To do: When a line of the entries contains the word "roads", report that line.
━━━━━ Extracted data
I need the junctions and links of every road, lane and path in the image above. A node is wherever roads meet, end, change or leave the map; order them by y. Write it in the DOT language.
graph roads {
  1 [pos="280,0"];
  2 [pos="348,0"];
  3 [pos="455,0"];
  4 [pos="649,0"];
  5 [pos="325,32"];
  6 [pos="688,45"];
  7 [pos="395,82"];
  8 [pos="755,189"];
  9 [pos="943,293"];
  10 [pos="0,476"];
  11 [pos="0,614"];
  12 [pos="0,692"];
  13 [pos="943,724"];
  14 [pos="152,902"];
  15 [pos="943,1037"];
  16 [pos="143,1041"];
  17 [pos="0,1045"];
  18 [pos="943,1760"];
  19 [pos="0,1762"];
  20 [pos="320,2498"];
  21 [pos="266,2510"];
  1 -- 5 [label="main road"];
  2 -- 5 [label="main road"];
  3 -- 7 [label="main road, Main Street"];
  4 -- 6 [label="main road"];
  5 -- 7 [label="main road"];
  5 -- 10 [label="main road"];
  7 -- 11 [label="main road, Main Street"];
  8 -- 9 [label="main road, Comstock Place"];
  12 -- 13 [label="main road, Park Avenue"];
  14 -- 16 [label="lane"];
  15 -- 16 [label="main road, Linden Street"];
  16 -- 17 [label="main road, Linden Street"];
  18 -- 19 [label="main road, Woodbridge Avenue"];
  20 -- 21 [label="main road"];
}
━━━━━━━━━━
Response to this exercise:
I need the junctions and links of every road, lane and path in the image above. A node is wherever roads meet, end, change or leave the map; order them by y. Write it in the DOT language.
graph roads {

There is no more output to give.